Arts and Culture

S'No Good: SA bids farewell to music icon Syd Kitchen

Lisa Van Wyk

Durban music icon Syd Kitchen has died after a long battle with lung cancer. He died at the Hospice in Durban on Tuesday night.

Durban music icon Syd Kitchen has died after a long battle with lung cancer. He died at the Hospice in Durban on Tuesday night.

Kitchen, instantly recognisable for his floppy hat and eccentric dress, was an avid supporter of young musicians, regularly appearing in the audience at gigs, and was an inspiration to a new generation of folk musicians, such as the internationally acclaimed Guy Buttery.

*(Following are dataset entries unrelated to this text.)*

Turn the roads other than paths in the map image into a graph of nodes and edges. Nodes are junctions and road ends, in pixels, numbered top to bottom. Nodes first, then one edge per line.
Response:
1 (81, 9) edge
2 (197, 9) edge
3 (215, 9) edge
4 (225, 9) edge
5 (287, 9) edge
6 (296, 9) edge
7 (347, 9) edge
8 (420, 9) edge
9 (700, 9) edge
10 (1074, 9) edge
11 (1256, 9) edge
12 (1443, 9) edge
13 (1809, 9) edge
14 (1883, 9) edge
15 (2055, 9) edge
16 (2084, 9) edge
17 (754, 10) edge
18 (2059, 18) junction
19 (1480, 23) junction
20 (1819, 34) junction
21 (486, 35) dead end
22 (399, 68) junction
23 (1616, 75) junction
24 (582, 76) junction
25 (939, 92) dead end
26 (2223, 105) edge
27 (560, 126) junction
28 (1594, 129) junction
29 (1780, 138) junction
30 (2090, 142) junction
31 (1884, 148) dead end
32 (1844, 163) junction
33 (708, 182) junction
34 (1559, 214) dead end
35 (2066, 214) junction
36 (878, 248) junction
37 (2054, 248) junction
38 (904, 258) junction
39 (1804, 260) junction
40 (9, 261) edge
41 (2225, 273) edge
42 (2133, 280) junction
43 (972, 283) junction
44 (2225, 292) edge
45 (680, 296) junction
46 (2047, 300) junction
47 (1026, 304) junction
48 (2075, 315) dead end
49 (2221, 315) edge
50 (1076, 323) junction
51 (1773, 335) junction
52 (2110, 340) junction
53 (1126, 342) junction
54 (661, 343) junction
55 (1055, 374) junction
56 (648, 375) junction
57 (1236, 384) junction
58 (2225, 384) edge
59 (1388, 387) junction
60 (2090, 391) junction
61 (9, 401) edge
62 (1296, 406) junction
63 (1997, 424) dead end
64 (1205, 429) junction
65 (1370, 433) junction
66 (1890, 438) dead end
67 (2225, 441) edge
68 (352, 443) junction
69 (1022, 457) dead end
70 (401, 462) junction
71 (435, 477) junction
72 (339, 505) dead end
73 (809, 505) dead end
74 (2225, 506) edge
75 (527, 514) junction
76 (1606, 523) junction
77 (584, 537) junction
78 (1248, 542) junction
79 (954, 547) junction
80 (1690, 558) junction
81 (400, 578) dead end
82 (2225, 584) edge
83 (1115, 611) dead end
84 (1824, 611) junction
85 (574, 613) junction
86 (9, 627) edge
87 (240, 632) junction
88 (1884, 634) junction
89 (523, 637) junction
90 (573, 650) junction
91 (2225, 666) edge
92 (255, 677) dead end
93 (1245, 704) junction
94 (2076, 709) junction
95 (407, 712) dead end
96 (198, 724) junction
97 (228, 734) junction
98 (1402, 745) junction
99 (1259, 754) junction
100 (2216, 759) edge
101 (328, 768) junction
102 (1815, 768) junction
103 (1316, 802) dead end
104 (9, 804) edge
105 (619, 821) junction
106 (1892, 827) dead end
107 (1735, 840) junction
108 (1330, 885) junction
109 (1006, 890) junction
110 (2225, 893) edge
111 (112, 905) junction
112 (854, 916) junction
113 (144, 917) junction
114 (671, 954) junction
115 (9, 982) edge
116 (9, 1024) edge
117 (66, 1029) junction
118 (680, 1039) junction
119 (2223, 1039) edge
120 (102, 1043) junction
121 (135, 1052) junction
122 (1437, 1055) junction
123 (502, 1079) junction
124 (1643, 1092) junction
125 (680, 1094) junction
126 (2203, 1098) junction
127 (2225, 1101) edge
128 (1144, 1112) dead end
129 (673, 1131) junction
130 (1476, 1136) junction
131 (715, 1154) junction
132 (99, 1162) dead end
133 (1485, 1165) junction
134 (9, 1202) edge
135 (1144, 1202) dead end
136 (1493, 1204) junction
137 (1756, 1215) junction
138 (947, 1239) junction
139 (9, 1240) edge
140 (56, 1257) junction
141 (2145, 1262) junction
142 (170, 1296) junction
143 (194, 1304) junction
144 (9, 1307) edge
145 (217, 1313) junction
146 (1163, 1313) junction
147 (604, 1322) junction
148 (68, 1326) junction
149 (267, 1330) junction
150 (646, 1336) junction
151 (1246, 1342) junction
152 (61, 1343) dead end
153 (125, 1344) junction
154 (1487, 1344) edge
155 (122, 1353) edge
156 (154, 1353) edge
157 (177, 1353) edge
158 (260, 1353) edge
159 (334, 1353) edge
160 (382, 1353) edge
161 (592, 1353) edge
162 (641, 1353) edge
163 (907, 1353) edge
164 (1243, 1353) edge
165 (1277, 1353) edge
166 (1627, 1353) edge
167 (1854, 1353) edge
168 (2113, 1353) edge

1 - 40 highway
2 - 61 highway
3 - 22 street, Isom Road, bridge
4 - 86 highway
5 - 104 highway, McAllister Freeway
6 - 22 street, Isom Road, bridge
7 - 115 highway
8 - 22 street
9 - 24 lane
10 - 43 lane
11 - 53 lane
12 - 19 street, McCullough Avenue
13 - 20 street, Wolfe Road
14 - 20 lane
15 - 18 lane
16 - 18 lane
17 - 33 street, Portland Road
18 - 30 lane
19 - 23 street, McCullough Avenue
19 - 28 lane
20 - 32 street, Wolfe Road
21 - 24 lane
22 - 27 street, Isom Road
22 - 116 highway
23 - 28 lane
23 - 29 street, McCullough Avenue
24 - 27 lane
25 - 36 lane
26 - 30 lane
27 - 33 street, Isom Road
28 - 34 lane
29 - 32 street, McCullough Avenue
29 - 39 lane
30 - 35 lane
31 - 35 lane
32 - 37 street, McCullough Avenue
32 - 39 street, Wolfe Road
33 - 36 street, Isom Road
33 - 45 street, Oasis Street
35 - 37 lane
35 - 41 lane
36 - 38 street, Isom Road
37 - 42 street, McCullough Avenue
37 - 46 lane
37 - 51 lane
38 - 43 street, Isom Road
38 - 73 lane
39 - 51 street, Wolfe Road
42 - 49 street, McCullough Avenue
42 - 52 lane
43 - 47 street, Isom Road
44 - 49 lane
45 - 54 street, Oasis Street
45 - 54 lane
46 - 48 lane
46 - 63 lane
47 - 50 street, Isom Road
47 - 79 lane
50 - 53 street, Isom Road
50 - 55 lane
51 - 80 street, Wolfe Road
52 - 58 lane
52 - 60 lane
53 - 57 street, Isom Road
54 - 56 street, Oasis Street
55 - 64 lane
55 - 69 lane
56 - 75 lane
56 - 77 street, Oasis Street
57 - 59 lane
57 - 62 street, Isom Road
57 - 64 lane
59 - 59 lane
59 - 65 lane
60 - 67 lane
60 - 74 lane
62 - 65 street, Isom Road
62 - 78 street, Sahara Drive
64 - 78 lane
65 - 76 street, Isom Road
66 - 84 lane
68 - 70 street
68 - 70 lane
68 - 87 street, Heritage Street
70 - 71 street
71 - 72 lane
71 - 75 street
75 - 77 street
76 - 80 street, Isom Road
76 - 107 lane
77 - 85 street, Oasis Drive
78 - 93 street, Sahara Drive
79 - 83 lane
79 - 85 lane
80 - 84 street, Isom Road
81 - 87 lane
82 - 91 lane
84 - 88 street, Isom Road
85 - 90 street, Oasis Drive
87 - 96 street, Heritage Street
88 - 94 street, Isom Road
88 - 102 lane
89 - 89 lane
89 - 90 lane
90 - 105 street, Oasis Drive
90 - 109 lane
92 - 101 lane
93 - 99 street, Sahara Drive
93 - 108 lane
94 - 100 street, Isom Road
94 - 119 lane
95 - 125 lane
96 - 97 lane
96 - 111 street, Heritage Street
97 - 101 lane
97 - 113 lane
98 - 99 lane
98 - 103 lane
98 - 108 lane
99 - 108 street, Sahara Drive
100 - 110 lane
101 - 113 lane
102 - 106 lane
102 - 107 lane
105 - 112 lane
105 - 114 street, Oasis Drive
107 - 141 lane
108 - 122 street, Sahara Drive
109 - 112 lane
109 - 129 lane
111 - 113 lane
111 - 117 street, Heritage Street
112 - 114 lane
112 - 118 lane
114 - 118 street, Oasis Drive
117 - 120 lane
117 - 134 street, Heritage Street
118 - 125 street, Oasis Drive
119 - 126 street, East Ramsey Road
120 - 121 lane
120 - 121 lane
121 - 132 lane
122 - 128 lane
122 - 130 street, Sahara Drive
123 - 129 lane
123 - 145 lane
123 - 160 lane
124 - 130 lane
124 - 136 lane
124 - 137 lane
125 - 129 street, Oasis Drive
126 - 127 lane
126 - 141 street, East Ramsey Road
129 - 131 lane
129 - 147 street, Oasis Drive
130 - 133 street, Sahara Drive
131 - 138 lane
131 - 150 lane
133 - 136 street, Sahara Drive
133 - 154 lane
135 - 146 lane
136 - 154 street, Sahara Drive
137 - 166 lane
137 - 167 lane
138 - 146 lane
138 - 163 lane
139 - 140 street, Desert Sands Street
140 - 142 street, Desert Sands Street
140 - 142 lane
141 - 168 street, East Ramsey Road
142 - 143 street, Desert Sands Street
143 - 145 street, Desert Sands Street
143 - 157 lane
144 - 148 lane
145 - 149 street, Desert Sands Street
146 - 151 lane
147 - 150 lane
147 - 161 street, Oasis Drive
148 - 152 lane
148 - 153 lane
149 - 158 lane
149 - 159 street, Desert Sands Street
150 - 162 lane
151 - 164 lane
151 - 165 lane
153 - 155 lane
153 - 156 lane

The “Afro-Saxon” musician, as he called himself, had been an integral part of South Africa’s folk scene since the 1970s, when he formed a duo with his brother Pete, in which Syd played guitar, percussion and did vocals. At the same time he published Scars that Shine, a book of his poetry.

In 1979 he embarked on a solo career, recording the album S’No Good and the Reason Why. He also opened a guitar shop in Durban, which became a mecca and meeting place for local musicians.

The eclectic musician, while a regular fixture on the local, and increasingly international, folk scene—he appeared annually at festivals such as Splashy Fen (the only musician to appear every year since its inception)—was also known for his collaboration with blues, jazz and rock musicians. He was enthusiastic about collaborations with musicians he admired, and worked with Wesley Gibbens, Nux Schwartz and Greg Leisegang on the 1999 EP AmakoologiK.

He continued to write poetry, appearing at poetry festivals, and was known for the socio-political messages of his lyrics.

Intricate guitar technique
In 2001 he produced a solo project, Africa’s Not For Sissies. The album came fourth in SA Rock Digest‘s Top 30 Albums of 2001, and was acclaimed for Kitchen’s intricate guitar technique. Kitchen was at this time also studying towards his PhD in music at the University of KwaZulu-Natal.

He embarked on a successful solo tour abroad in 2004 during which he performed in England, Wales, Norway and Denmark, at among others, the Glastonbury Festival in England and the Kongsberg Jazz Festival in Norway.

In 2008 Brooklyn-based documentary filmmaker Joshua Sternlicht made a film about the eccentric poet and muso, Fool in a Bubble, that showed Kitchen recording in his studio and as he travelled to perform in New York, where he also recorded with Paul Simon’s band.

In recent years he had been working with maskanda guitarist Madala Kunene, touring and recording together as Bafo Bafo (Brother Brother).

At the time of his death, there were a number of benefit concerts planned for Kitchen, featuring many of his collaborators.

A compilation album featuring his cover of cult British jazz musician John Martyn’s Fine Lines is due for release in June. The album also features The Cure’s Robert Smith, David Gray, Beck and Eric Clapton doing covers of Martyn’s work.

Kitchen is survived by his wife, Germaine, and two children.

Last week, in an interview with City Press, Kitchen said: “I’ve lived life, I’m proud of my credibility and what I’ve done—more than most my age. I’ve filled up three lifetimes in a way.”